Он повторил ещё дважды, прежде чем на тихий шорох их голосов сбежались домочадцы. И в ответ на вопросительный взгляд сестры и выжидающий отца из него вдруг полилась складная речь, какой он от себя не ожидал.

***

Странная пустота в мыслях, холодок в груди, словно сердце своё он оставил дома, просыпав меж ловких когда-то рук. Как он мог потерять его, когда решил оставить бесполезный теперь орган, не оставить ему места в сумке?

— Все ли ты взвесил, сын?

Взгляд отца, казалось, разом постаревшего, когда он уходил. Нет, он, в отличие от брата, не останавливал парня. То ли признал, что он прав, то ли посчитал его достаточно взрослым для распоряжения собственной судьбой.

— Да, — ответил Сандор. — Решил.

— Мать тоже права по-своему, — в сторону сообщил отец, затягиваясь. — Она всегда будет тебя ждать, и ты помни… Что бы ни случилось, Саня, что бы ни случилось…

— Да, я понимаю.

Ему и вправду казалось, что он решал для себя что-то важное. А мать хотела оставить ему искру надежды, надеясь поддержать, вот только он не заслуживал никакой надежды. И сам тушил все возможные искры.

— И Григора тоже пойми, ведь для него весь мир прост. Он остынет, потом, позже.

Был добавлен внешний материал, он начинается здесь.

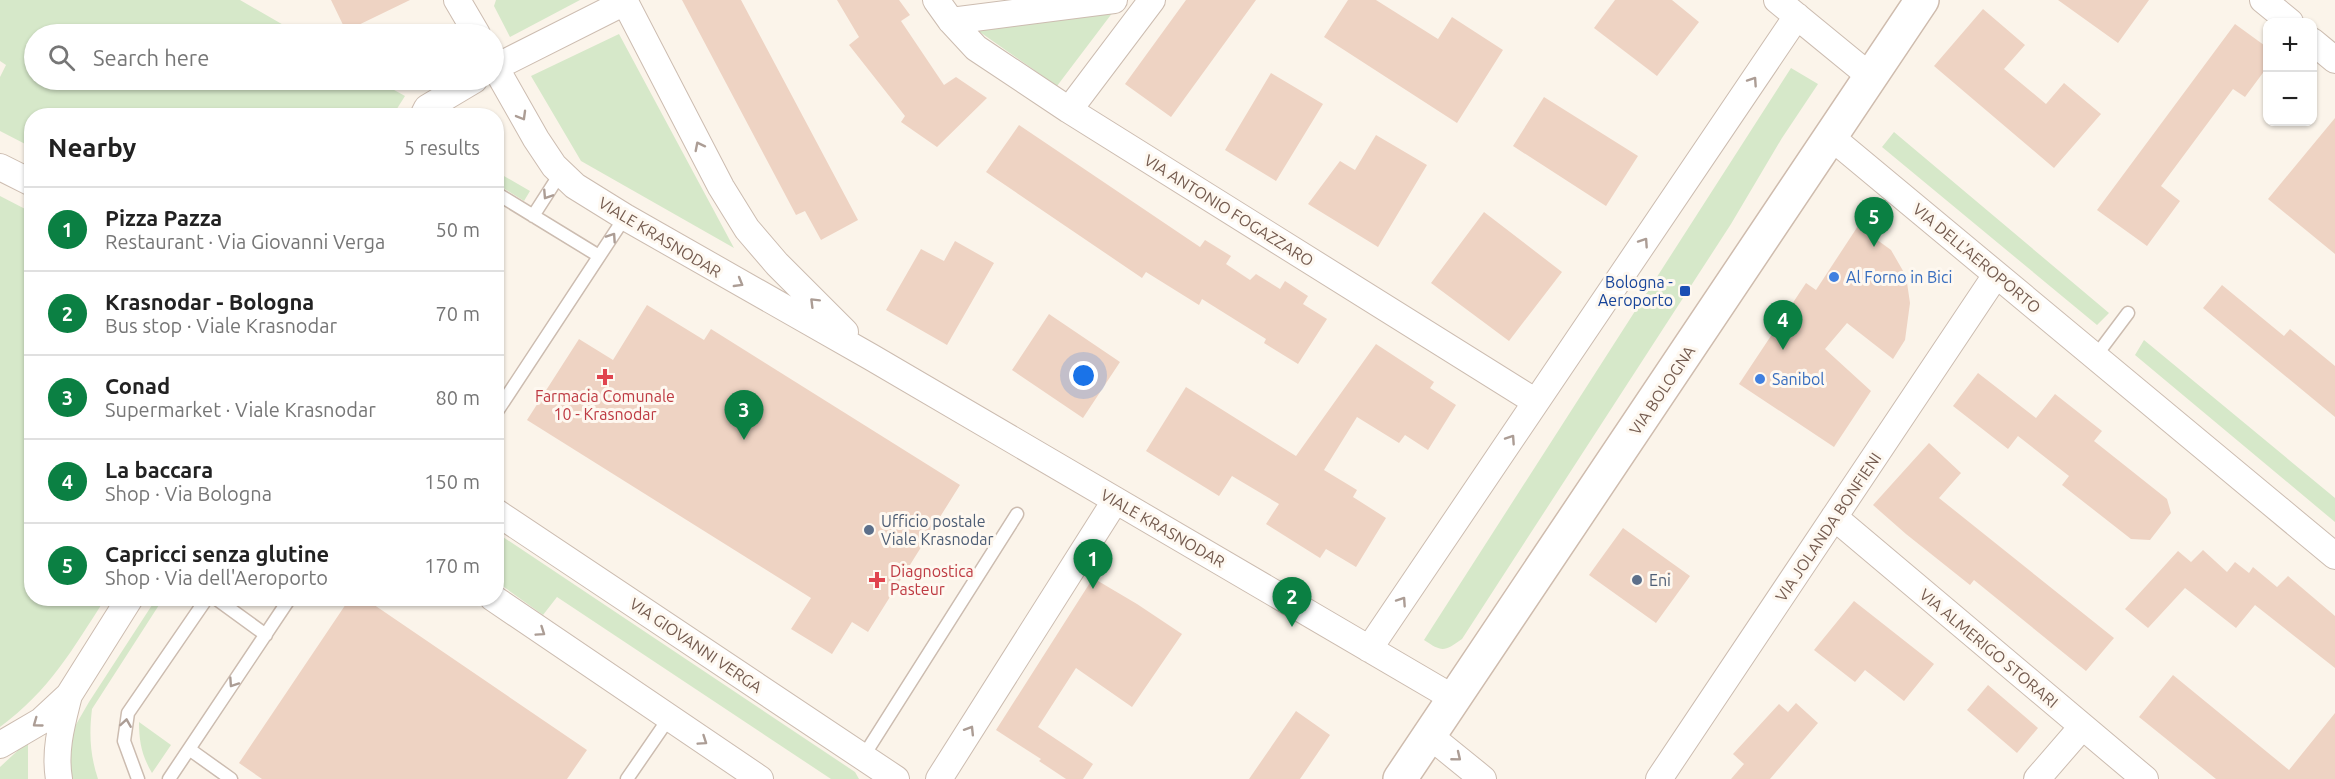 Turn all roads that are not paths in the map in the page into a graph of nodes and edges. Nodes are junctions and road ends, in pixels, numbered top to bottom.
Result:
1 (457, 0) edge
2 (936, 0) edge
3 (1114, 0) edge
4 (1152, 0) edge
5 (1777, 0) edge
6 (1922, 0) edge
7 (2263, 0) edge
8 (625, 1) edge
9 (1797, 16) junction
10 (2285, 18) edge
11 (951, 21) junction
12 (471, 24) edge
13 (2317, 44) edge
14 (2335, 60) edge
15 (504, 62) edge
16 (1871, 77) junction
17 (456, 90) edge
18 (503, 90) edge
19 (427, 108) edge
20 (1069, 110) junction
21 (1831, 137) junction
22 (0, 167) edge
23 (560, 174) junction
24 (24, 179) edge
25 (504, 198) edge
26 (533, 216) junction
27 (625, 218) junction
28 (598, 256) junction
29 (1996, 275) junction
30 (2128, 313) dead end
31 (871, 357) junction
32 (2096, 357) junction
33 (504, 401) edge
34 (1536, 402) junction
35 (1115, 501) junction
36 (1017, 514) dead end
37 (504, 517) edge
38 (1834, 517) junction
39 (2335, 556) edge
40 (125, 606) edge
41 (202, 606) edge
42 (226, 606) edge
43 (285, 606) edge
44 (504, 606) edge
45 (266, 635) junction
46 (1369, 649) junction
47 (69, 695) junction
48 (1455, 699) junction
49 (669, 718) junction
50 (2082, 727) junction
51 (1430, 736) junction
52 (0, 745) edge
53 (189, 750) junction
54 (862, 757) junction
55 (56, 774) edge
56 (138, 779) edge
57 (169, 779) edge
58 (231, 779) edge
59 (627, 779) edge
60 (760, 779) edge
61 (896, 779) edge
62 (939, 779) edge
63 (1401, 779) edge
64 (1483, 779) edge
65 (1659, 779) edge
66 (2037, 779) edge
67 (2145, 779) edge

1 - 12 street
2 - 11 street, VIA ANTONIO FOGAZZARO
3 - 11 street
4 - 20 street
5 - 9 street
6 - 16 street, VIA BOLOGNA
7 - 10 street
8 - 15 street, VIALE KRASNODAR
31 -> 8 street, VIALE KRASNODAR
9 - 16 street
34 -> 9 street
11 - 20 street, VIA ANTONIO FOGAZZARO
13 - 14 street
16 - 21 street, VIA BOLOGNA
17 - 19 street
18 -> 23 street, VIALE KRASNODAR
20 - 34 street, VIA ANTONIO FOGAZZARO
21 - 29 street, VIA DELL'AEROPORTO
21 - 48 street, VIA BOLOGNA
22 - 24 street
23 -> 26 lane
23 - 27 street, VIALE KRASNODAR
25 - 26 lane
26 - 28 lane
28 -> 27 lane
27 -> 31 street, VIALE KRASNODAR
28 - 33 lane
29 - 32 street, VIA DELL'AEROPORTO
29 - 38 street, VIA JOLANDA BONFIENI
30 - 32 lane
31 - 35 street, VIALE KRASNODAR
32 - 39 street, VIA DELL'AEROPORTO
46 -> 34 street
35 - 46 street, VIALE KRASNODAR
62 -> 35 street
36 - 54 lane
37 - 54 street, VIA GIOVANNI VERGA
38 - 50 street, VIA ALMERIGO STORARI
38 - 65 street, VIA JOLANDA BONFIENI
40 - 47 street
56 -> 41 lane
42 - 45 lane
43 - 45 lane
44 -> 49 street
45 -> 53 lane
46 - 48 street, VIALE KRASNODAR
47 -> 52 street
47 - 55 street
48 - 51 street, VIA BOLOGNA
49 - 59 lane
49 -> 60 street
50 - 66 street
50 - 67 street, VIA ALMERIGO STORARI
51 - 63 street, VIA BOLOGNA
51 -> 64 street
53 - 57 lane
53 - 58 lane
54 - 61 street, VIA GIOVANNI VERGA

— И для меня прост, — пробормотал Сандор на грани слышимости.

— Так, да не так.

— Я никого не предавал и не предаю, — буркнул Сандор. Брат его вывел из себя.

— Григ думает иначе, он меряет по себе и… Ну, ты знаешь брата. Он всегда был попроще.

— Я, что ли, сложный? — потрясённо сообщил Сандор.

— Выходит, да, — обреченно поведал отец. — Никто не желает своему ребенку такой судьбы, а ты, значит, сам ее ищешь. А ты ведь не такой, Саня, ты не кидаешься на трудности ради подвига.

— Я решил, пап. Какой подвиг? Есть дело, и надо его делать.

— Дело, говоришь? Пусть так. Но какое дело, Сань! Ты вдумайся. Опасное, почти незнакомое. Не готовили мы тебя к тому, не растили воином.

— Нет, не растили. Человеком растили, чтоб слабых защищал, чтоб уважал чужой труд и не лез вперёд, когда не просят. Жил по совести, и чувство локтя имел. Разве этого недостаточно?

— Узнаем, сынок.

***

Мрачный замок встретил его холодно. Казалось, гулкое эхо в коридорах сообщало о каждом его шаге: «чужой-чужой-чужой», отражаясь от стен, нагнетало страху. Ему отвели комнату — небольшую, светлую, с окном на внутренний двор, где тянуло вверх ветки дерево со снежно-белой корой, словно скалка в муке, и алыми листьями, похожими на ладони. Гитара заняла место в одном углу, волейбольный мяч — детский подарок Григора — верхнюю полку в шкафу, одежда — остаток шкафа. Неожиданно было спокойно.

Дни тянулись как звенья цепи — одинаковые и беспощадные. Тренировки, нечастые встречи с объектом своей непрестанной заботы и беспокойства, ещё более редкие репетиции, на которые раз за разом его вытаскивали Джон или Бриенна. Жизнь не давала предаться унынию, ее течение уносило его стремительно, словно река в пору разлива. Оставалось лишь держаться на плаву и успевать отталкиваться от камней, таящихся в русле.